- _Dataset extract_
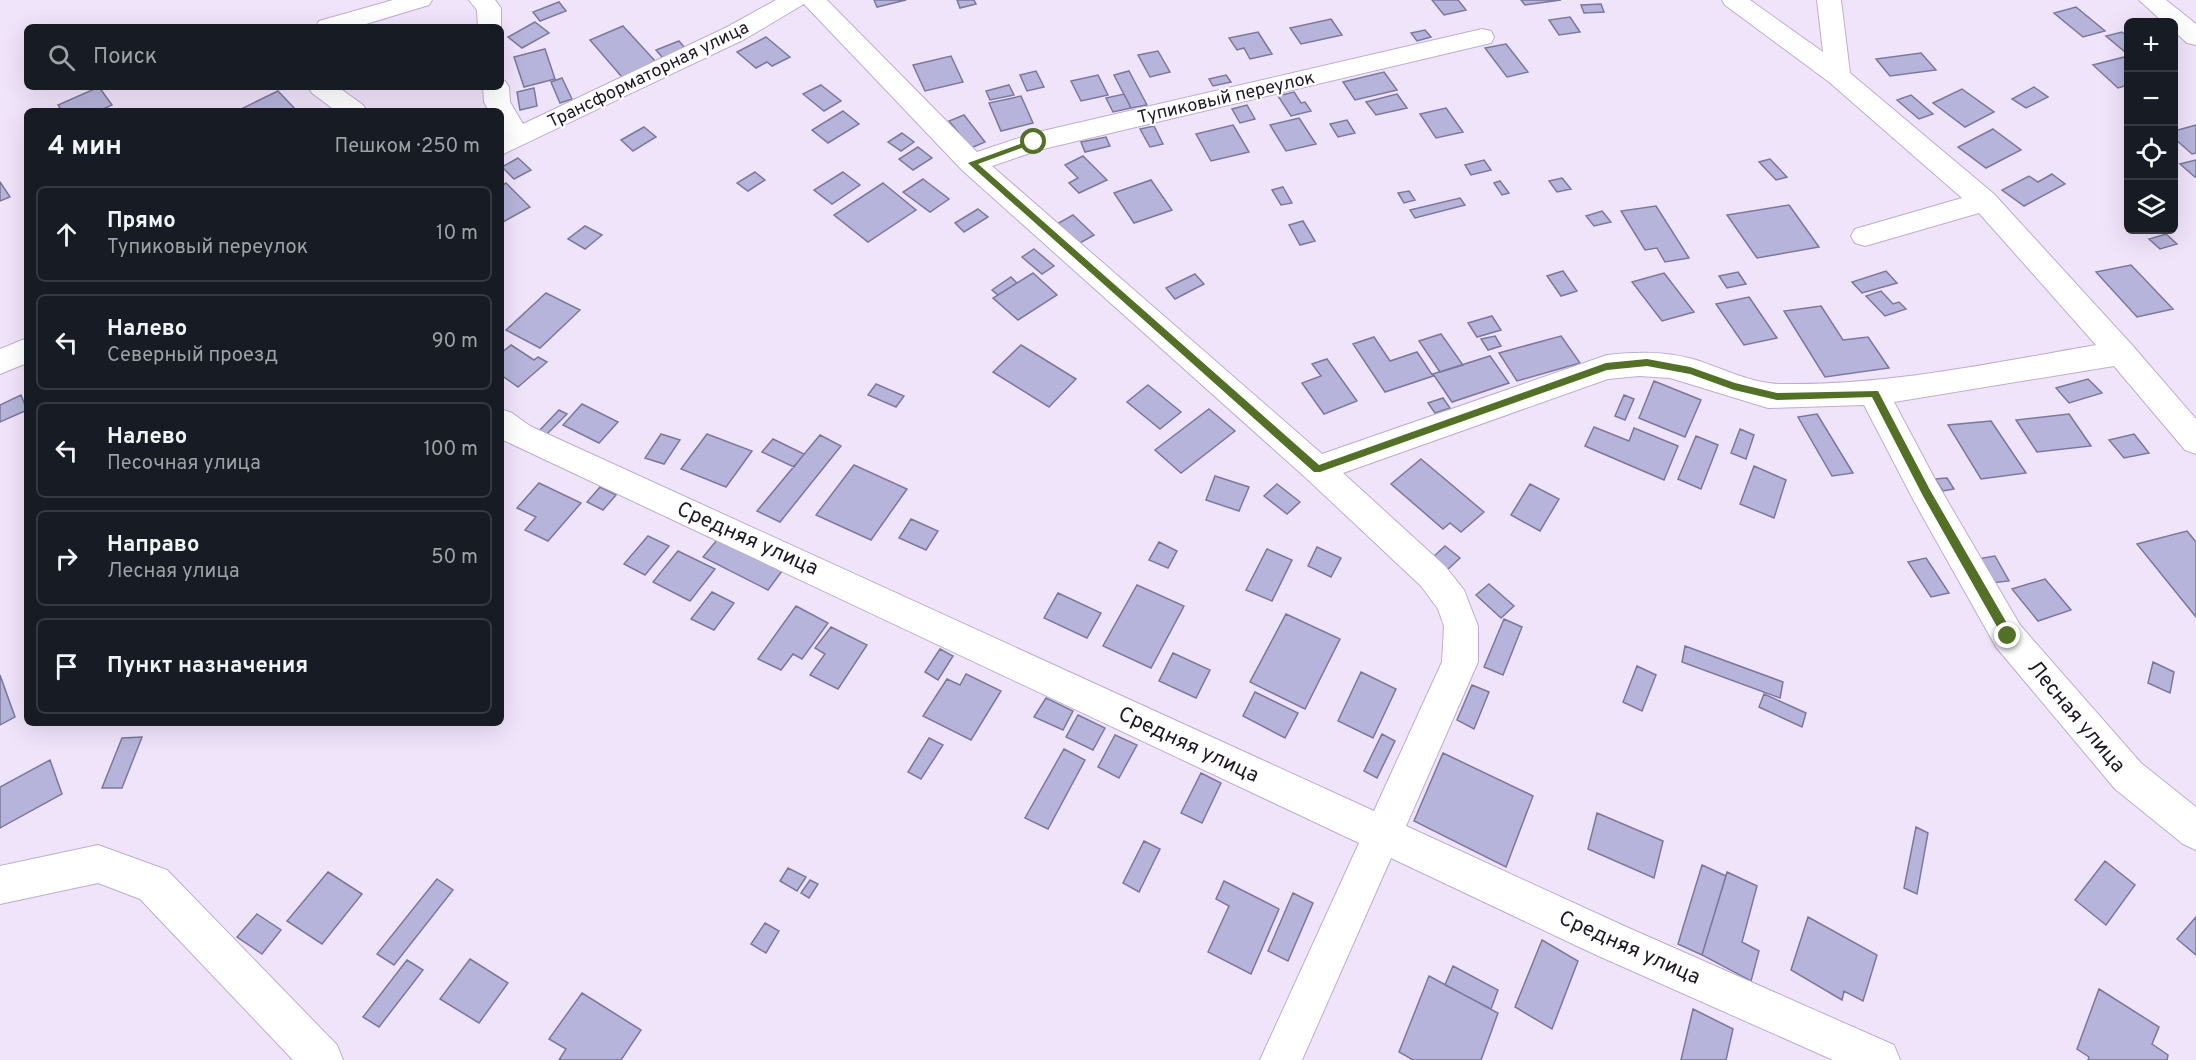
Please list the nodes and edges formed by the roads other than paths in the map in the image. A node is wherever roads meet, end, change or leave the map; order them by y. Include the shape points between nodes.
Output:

==

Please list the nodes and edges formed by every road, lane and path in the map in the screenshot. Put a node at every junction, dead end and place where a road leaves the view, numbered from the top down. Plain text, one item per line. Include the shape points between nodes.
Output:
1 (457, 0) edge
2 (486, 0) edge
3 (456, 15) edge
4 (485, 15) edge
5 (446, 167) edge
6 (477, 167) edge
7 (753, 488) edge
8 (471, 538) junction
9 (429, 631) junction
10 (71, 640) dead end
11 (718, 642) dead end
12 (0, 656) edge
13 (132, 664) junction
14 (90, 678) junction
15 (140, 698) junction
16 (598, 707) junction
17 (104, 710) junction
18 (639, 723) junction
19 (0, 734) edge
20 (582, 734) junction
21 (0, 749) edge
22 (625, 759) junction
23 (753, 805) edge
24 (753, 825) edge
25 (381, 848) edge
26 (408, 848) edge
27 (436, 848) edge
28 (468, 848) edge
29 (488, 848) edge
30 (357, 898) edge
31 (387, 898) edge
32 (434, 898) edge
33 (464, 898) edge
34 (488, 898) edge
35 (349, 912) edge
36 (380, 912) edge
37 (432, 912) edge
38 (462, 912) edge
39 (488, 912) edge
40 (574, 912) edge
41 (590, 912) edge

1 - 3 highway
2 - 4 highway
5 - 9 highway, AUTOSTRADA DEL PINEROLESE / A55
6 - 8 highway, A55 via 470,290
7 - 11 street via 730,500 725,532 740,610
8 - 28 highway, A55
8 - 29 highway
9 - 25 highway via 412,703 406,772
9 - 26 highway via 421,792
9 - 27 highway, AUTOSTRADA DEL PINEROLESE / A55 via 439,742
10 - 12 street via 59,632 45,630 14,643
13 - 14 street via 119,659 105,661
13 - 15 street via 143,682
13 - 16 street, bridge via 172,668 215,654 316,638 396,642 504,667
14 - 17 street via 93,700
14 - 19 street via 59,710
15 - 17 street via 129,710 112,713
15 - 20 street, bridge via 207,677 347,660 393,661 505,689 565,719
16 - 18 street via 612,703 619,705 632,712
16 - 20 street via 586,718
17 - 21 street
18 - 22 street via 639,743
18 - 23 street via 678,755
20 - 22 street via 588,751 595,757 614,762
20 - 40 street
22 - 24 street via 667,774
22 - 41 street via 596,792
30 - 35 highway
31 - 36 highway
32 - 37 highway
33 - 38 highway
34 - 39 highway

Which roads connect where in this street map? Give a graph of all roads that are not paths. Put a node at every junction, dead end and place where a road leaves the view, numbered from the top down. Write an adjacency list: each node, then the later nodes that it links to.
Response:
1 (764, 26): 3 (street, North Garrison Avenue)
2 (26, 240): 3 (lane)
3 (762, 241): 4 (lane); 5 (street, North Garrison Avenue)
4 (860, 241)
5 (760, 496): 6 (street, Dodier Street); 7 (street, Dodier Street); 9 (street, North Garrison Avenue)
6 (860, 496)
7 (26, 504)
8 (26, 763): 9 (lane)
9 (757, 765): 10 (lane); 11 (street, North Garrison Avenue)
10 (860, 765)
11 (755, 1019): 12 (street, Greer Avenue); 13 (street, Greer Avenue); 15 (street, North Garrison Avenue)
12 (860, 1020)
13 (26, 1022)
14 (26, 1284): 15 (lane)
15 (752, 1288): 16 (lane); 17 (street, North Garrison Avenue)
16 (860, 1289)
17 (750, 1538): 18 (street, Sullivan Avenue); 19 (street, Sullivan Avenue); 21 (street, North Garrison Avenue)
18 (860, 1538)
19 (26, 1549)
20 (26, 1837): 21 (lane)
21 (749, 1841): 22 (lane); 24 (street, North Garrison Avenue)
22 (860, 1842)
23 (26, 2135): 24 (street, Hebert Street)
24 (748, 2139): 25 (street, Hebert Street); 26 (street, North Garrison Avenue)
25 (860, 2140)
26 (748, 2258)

- _Exercise goal_
Look through the data above. Each line containing the word "numbered" needs to be copied.

- _Task solution_
Please list the nodes and edges formed by every road, lane and path in the map in the screenshot. Put a node at every junction, dead end and place where a road leaves the view, numbered from the top down. Plain text, one item per line. Include the shape points between nodes.
Which roads connect where in this street map? Give a graph of all roads that are not paths. Put a node at every junction, dead end and place where a road leaves the view, numbered from the top down. Write an adjacency list: each node, then the later nodes that it links to.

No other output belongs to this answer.